I would expect them having access to that anyway when they control the device, or when they are the manufacturer
I can tell you as someone who read the papers on very early deepfakes and AI video generation with amazement followed by dread, this is going to be feasible on a large scale in a short period of time. Researchers do stuff on an absolute shoestring budget usually, it’s incomparable to what large companies and governments have at their disposal. There are already consumer products that were able to become fairly precise motion sensors with just a firmware update. Next gen devices will be built with motion fingerprinting in mind, I can almost guarantee it.
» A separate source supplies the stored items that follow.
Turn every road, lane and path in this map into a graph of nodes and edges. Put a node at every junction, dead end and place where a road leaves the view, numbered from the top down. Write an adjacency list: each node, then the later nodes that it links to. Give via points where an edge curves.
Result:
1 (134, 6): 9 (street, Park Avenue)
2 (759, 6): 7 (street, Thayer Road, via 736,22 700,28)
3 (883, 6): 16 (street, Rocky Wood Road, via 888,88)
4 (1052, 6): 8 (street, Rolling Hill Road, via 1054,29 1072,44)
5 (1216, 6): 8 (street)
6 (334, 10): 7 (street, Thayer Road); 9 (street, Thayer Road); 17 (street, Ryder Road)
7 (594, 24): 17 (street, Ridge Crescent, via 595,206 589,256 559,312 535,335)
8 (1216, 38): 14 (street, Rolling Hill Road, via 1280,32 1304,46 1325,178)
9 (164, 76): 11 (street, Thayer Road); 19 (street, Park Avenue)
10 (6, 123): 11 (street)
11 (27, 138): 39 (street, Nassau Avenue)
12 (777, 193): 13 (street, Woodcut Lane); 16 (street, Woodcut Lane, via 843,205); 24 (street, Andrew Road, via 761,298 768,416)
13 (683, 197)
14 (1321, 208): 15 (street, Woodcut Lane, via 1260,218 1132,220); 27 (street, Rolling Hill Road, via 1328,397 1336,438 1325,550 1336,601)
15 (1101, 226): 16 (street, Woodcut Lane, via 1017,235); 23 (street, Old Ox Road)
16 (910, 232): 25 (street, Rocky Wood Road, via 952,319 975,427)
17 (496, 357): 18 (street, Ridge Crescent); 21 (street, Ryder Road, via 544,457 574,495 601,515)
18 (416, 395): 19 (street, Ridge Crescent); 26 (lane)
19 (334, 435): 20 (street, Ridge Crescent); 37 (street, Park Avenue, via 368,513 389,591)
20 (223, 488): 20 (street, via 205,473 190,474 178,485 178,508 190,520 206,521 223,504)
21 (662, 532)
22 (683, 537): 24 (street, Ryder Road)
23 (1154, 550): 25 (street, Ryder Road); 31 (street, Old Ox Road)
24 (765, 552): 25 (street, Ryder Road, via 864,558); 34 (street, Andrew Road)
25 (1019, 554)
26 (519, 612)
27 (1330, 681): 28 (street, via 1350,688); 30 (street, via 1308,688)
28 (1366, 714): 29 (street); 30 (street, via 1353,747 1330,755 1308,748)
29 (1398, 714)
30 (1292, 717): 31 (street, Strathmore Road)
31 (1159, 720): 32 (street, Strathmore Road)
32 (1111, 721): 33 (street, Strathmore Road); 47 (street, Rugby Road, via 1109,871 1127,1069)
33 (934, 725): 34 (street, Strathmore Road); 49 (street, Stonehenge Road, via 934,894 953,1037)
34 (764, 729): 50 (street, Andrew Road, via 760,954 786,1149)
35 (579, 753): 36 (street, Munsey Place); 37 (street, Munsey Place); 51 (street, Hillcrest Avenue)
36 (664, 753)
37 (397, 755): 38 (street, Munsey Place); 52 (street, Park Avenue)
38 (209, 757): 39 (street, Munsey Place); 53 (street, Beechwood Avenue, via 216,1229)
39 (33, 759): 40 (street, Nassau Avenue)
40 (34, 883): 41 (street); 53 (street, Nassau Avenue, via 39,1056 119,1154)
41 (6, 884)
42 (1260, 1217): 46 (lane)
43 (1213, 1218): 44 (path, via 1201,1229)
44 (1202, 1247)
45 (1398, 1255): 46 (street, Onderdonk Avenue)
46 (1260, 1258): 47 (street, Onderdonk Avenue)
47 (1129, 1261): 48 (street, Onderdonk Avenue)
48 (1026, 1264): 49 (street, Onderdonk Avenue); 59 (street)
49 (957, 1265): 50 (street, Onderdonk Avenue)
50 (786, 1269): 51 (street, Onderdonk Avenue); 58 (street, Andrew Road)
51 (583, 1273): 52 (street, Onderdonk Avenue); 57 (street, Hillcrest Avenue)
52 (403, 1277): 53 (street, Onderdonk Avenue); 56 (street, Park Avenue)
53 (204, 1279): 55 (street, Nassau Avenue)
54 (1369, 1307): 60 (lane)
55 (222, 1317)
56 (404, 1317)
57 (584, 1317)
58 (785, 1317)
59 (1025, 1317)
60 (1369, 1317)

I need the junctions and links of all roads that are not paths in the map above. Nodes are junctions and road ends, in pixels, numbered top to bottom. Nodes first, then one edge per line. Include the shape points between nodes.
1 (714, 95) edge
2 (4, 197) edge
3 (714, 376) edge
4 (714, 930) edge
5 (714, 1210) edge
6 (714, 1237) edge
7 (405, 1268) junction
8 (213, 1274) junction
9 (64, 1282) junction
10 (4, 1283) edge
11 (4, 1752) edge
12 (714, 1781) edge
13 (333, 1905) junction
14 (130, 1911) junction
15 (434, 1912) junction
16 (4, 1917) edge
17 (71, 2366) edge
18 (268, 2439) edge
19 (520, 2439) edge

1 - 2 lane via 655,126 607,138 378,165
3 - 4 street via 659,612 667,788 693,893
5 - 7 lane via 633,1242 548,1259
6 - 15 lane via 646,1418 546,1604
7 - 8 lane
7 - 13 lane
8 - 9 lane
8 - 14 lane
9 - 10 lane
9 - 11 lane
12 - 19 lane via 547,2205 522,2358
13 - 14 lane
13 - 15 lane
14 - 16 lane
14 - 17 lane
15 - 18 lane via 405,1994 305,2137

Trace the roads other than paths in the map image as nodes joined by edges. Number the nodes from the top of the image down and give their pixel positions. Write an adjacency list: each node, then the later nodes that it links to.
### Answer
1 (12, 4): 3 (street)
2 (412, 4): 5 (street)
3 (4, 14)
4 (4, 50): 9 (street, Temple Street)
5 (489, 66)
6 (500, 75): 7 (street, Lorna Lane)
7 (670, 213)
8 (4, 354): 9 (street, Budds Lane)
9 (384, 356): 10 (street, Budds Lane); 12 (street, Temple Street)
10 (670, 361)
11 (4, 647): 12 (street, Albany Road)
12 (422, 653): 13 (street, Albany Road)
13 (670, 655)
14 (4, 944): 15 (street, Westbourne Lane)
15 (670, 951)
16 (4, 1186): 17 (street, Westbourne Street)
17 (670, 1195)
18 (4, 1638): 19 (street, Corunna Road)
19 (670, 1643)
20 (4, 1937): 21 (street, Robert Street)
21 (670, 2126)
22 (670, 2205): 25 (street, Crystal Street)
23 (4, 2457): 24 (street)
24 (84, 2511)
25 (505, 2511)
Walk without rhythm and we won’t attract the
wormbig brother.I see you are also a member of the ministry. https://youtu.be/iV2ViNJFZC8
It gets more accurate with more access points, too. So corporate and education settings will be the easy places for this to get implemented.
those places would just use surveillance cameras
the devices can still record more accurate motion information for sale
Right. Privacy isn’t a concern in those spaces. Surveillance is typical.
The question with mandating US made routers may be either to protect citizens from foreign attacks - or to make sure every US router is a router with a government-approved backdoor.
On which option would you bet?
Why not both?
Because they ignored the first issue for long enough, so it is more or less a non-issue for the US government.
At this point I’d prefer the Chinese routers.